The man stepped forward. “Could take a week, two weeks, maybe more, eh? Everybody rags on Indi'n time, but Bolt time is worse.”

“But you have a rough idea of how long?”

“None a-tall. That one's crazy for fish. That's all he cares about. His place is on good spec water, but there's a lot of beavers, eh? Coupla times a year he calls me in to take out the beaver works. I call some of the boys and off we go. He'll call anytime now.”

Bolt was crazy for fish! So Bolt's acquisition of the Oxley collection might be more than an investment. I was mildly encouraged. Maybe I was getting somewhere after all.

“I thought he could stay with you,” Pierrette told Luc, who shrugged.

“Can you pay?” he asked me.

“How much?” I sensed a little game.

Luc considered for a moment. “Twenty a week.”

A bargain was struck. There was no handshake. I walked Pierrette back to her car.
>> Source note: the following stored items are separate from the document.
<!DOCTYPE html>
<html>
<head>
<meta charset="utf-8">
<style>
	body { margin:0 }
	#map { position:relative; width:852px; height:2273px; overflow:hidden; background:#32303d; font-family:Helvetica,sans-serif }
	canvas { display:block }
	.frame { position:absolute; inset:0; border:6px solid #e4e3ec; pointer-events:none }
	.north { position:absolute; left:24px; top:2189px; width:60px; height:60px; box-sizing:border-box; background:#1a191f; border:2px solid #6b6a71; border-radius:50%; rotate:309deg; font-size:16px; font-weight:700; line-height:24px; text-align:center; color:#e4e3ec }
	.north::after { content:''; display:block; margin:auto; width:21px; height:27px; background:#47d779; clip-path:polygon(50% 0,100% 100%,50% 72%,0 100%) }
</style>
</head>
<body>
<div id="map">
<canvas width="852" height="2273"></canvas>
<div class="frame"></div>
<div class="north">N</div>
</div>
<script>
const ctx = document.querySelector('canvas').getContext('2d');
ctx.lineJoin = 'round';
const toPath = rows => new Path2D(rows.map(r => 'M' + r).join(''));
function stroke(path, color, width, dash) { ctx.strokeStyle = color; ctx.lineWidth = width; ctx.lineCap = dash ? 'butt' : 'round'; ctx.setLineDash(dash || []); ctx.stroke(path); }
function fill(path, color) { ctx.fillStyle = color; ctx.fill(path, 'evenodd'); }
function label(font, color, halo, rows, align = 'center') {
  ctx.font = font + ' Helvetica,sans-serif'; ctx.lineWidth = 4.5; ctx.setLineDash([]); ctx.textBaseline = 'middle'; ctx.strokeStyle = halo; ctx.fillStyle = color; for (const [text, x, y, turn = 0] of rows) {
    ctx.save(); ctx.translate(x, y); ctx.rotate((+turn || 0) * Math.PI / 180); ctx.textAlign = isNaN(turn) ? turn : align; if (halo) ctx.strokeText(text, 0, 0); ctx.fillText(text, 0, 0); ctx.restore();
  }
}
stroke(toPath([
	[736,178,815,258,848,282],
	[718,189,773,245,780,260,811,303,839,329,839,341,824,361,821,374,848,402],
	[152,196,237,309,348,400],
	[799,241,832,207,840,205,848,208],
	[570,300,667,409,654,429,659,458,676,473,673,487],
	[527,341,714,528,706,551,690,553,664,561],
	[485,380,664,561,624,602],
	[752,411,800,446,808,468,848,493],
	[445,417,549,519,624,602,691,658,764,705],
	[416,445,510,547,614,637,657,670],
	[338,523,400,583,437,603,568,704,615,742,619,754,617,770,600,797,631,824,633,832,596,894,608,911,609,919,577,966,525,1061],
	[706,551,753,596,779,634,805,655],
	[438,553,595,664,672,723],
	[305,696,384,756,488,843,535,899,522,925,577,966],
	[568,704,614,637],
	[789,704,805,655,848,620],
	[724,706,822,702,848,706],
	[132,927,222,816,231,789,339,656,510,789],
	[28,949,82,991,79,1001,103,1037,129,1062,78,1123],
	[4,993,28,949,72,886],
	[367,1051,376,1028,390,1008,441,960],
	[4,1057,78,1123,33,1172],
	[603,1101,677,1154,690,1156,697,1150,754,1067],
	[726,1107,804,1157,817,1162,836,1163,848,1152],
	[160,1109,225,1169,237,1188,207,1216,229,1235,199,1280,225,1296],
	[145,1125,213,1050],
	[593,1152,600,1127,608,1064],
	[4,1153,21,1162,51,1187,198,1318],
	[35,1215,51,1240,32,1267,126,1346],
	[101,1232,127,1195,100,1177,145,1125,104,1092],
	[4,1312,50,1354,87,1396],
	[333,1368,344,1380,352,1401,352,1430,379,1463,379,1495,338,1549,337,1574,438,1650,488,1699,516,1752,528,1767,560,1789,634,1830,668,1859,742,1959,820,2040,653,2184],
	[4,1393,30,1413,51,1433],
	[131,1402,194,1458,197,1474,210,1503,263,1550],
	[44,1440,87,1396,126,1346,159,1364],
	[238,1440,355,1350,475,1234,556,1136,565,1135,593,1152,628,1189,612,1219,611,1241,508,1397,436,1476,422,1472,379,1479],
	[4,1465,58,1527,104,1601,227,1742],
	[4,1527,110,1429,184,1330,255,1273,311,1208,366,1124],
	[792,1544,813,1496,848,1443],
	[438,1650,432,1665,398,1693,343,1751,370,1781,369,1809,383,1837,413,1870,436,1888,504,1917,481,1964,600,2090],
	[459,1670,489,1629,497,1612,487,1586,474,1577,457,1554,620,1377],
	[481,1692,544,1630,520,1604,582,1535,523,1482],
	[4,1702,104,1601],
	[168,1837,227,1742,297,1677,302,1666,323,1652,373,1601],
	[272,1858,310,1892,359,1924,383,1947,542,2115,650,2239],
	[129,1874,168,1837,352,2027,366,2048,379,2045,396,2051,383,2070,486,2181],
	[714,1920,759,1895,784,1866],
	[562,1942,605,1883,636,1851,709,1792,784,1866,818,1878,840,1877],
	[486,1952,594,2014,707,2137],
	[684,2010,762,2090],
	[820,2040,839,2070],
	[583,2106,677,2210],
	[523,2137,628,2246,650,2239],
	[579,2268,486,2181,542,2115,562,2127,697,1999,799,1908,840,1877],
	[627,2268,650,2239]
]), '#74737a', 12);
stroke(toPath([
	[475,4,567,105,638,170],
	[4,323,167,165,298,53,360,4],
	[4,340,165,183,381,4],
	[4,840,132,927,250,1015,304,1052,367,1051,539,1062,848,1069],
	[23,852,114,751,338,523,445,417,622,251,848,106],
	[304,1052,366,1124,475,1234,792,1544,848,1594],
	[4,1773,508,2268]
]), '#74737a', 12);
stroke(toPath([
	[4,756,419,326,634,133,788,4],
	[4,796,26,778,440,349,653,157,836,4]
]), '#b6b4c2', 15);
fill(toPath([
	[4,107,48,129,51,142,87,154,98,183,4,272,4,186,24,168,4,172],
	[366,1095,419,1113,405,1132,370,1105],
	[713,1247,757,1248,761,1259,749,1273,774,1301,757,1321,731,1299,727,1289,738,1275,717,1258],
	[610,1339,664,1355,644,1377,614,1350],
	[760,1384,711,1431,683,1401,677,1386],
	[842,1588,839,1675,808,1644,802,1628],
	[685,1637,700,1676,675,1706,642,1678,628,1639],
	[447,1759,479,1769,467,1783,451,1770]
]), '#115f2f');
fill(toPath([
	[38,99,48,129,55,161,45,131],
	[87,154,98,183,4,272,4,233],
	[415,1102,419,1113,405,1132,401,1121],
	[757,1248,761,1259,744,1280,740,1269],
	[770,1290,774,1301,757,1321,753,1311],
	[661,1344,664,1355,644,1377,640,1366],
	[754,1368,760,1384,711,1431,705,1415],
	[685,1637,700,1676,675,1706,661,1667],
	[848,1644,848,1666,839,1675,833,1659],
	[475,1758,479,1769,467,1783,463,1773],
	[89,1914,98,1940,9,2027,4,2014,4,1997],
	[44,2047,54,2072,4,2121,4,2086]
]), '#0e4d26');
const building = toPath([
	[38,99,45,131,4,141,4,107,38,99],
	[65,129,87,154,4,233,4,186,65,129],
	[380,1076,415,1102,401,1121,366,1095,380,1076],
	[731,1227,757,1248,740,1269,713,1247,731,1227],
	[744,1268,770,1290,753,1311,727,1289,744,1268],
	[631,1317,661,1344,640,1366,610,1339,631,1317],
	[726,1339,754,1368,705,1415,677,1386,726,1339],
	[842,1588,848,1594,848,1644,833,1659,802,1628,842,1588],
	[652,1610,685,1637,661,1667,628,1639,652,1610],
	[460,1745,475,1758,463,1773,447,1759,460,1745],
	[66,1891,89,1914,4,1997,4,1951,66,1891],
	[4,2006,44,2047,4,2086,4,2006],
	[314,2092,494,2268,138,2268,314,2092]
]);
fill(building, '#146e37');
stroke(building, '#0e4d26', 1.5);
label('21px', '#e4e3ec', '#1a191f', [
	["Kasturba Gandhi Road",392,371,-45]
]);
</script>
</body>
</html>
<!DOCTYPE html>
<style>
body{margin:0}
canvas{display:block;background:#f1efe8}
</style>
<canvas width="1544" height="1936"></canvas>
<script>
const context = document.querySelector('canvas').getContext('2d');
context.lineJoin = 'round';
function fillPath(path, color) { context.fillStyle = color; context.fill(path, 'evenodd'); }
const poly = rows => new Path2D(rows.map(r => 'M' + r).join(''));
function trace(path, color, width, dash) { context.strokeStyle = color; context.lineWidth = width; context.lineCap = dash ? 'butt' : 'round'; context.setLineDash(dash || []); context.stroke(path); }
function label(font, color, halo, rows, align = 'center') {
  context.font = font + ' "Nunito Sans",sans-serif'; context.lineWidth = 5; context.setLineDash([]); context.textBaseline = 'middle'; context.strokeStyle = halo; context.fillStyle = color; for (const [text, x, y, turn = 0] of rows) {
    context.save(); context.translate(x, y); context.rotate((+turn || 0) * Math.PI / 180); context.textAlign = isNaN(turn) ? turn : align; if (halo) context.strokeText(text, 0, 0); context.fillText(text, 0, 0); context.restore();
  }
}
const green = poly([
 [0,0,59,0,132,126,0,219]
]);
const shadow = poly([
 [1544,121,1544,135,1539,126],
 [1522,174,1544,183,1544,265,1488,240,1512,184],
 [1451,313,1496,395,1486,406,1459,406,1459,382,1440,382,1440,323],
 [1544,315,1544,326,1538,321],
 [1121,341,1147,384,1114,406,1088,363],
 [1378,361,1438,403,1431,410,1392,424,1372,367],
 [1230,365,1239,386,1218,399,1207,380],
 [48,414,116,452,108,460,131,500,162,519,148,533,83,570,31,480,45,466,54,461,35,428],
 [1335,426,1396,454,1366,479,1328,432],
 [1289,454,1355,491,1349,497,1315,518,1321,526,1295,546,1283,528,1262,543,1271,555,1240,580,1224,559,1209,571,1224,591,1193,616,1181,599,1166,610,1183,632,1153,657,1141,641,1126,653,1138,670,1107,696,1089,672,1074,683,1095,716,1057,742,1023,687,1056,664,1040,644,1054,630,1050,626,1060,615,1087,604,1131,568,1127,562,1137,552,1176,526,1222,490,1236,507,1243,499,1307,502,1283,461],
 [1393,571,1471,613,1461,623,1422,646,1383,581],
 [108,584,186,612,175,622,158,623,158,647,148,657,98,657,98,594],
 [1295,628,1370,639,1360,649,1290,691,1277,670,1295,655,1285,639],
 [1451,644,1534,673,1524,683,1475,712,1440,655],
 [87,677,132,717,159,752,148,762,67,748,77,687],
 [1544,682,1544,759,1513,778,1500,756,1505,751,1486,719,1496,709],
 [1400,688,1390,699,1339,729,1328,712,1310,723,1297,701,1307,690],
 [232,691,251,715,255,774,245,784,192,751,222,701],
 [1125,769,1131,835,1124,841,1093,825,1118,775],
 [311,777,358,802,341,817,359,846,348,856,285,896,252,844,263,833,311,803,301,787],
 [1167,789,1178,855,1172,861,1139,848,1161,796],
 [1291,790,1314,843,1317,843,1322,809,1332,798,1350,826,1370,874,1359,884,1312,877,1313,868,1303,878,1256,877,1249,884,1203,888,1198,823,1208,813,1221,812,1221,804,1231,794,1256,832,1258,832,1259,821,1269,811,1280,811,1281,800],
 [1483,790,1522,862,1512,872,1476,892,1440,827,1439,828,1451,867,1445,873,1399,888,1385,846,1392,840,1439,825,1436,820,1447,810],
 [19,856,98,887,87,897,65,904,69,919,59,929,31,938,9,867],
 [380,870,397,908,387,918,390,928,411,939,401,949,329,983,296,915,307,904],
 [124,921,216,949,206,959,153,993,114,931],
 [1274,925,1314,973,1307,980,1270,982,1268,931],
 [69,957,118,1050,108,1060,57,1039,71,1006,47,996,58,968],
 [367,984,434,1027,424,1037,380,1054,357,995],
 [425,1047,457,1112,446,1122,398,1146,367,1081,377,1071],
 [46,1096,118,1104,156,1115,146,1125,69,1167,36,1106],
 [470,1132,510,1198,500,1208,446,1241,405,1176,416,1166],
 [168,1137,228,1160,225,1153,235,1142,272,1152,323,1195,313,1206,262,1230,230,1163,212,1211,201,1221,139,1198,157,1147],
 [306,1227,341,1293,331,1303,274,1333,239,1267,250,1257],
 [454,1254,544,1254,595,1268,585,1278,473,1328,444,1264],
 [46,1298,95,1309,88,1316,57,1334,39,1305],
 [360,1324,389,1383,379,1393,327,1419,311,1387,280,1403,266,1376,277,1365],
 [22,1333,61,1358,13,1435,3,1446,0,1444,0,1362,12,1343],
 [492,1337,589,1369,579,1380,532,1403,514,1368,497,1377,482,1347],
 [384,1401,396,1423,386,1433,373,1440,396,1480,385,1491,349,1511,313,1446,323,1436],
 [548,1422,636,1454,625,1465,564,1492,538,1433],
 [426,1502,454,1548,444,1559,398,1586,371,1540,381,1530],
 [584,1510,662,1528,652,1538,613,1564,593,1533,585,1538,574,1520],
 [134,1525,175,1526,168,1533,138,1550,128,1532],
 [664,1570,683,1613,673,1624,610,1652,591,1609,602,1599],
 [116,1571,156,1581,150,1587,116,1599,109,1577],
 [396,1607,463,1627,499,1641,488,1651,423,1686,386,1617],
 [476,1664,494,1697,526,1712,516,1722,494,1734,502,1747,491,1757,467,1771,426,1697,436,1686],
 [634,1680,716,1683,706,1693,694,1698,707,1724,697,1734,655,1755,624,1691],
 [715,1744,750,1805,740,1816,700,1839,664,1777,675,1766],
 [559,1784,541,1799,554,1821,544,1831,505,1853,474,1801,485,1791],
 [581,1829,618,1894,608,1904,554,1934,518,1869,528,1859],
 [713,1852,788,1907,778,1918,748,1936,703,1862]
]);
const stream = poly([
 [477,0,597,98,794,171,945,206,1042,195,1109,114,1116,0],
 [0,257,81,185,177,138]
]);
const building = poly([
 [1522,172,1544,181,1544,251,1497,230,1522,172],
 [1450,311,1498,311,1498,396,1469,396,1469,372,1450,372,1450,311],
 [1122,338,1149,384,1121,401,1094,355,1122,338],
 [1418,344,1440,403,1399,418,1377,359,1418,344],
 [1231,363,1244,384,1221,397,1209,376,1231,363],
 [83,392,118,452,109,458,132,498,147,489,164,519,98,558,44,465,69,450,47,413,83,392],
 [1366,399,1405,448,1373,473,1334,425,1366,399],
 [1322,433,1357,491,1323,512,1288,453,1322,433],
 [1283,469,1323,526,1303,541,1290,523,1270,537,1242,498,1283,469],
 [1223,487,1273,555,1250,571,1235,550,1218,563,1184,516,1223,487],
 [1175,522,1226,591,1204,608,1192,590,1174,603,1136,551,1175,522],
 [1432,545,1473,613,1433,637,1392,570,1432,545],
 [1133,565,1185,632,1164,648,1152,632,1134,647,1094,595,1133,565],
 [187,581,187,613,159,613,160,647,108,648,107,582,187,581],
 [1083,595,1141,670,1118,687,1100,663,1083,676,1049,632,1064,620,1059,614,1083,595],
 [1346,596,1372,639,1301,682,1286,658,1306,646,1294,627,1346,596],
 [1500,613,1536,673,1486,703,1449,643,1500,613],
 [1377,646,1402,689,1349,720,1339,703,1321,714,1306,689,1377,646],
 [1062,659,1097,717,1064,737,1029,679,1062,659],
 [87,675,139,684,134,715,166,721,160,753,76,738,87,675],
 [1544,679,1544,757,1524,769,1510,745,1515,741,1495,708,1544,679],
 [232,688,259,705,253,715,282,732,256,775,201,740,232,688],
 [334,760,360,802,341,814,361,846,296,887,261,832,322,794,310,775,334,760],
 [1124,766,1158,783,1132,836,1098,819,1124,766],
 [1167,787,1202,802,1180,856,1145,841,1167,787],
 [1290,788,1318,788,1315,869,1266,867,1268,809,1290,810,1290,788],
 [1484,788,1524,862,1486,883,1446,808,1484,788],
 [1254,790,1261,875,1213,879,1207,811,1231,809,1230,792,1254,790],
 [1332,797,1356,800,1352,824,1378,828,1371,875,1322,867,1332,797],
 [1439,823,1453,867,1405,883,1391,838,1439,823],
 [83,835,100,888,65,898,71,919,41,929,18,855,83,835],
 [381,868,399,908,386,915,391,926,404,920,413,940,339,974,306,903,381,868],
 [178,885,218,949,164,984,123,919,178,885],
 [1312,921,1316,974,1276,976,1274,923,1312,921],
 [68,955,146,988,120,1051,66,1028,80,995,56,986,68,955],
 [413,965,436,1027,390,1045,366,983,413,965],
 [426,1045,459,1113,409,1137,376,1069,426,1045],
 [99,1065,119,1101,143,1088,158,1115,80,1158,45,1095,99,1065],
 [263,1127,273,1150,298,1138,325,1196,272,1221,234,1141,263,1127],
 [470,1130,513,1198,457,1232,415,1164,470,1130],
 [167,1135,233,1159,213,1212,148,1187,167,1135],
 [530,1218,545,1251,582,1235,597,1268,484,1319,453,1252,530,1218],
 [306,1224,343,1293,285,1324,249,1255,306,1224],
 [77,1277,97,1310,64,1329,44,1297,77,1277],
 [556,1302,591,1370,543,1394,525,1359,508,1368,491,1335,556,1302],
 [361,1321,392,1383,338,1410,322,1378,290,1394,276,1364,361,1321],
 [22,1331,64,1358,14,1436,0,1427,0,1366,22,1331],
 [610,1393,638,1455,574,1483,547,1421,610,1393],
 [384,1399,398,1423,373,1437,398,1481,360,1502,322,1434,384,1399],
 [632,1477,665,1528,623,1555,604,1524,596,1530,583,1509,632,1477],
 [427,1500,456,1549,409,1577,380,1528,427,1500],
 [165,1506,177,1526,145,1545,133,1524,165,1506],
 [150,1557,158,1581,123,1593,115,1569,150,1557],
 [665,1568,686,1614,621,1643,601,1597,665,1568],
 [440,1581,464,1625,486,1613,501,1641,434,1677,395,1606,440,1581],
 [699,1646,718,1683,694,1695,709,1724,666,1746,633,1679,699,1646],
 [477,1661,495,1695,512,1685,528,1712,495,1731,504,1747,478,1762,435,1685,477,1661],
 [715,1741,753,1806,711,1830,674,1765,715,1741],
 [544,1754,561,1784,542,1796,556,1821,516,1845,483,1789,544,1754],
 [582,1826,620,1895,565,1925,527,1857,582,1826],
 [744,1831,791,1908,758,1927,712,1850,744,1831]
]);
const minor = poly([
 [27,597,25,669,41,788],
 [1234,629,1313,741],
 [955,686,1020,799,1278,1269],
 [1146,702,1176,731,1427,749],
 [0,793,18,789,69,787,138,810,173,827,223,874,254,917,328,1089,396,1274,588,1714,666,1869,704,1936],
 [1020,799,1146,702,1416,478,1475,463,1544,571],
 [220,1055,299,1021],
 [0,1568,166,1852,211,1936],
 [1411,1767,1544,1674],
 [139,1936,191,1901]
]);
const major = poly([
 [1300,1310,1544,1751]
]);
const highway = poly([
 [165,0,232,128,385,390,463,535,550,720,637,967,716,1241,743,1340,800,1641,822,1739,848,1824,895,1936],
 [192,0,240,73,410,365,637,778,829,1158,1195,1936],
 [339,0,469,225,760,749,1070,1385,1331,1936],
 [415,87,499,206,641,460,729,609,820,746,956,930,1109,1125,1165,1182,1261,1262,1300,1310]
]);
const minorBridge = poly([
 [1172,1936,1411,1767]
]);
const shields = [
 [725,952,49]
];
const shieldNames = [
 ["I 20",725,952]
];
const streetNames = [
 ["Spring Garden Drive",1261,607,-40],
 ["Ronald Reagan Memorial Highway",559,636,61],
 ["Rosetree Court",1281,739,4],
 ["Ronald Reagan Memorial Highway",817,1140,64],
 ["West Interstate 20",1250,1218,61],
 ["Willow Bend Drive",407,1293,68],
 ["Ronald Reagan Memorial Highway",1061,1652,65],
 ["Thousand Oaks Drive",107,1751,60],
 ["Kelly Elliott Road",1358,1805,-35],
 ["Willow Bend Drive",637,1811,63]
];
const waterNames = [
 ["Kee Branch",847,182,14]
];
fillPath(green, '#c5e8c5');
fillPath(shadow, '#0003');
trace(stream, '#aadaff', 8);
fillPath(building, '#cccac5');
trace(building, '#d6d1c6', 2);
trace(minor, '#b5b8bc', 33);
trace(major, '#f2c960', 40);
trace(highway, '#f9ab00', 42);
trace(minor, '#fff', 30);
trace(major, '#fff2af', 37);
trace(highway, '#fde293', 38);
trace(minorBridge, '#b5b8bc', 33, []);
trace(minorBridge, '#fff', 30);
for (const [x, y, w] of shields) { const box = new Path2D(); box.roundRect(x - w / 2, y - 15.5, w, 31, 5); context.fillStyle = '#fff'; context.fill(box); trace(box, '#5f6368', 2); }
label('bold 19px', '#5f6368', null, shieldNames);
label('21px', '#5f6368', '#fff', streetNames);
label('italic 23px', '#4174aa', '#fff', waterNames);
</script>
“I hope it works out,” she said.

“Time will tell. Thank you.”

She shook my hand before she got into her car. “This isn't good-bye,” she said. “I'll be seeing you.”

I had a lot of time on my hands. I visited several area towns and went through their newspaper morgues, looking for more information about Bolt. I also talked to UPI and Reuters reporters in Toronto, but Bolt was a secretive man and I could see that there was no point in further research. I tried calling him on a private number Luc gave me, but got no response.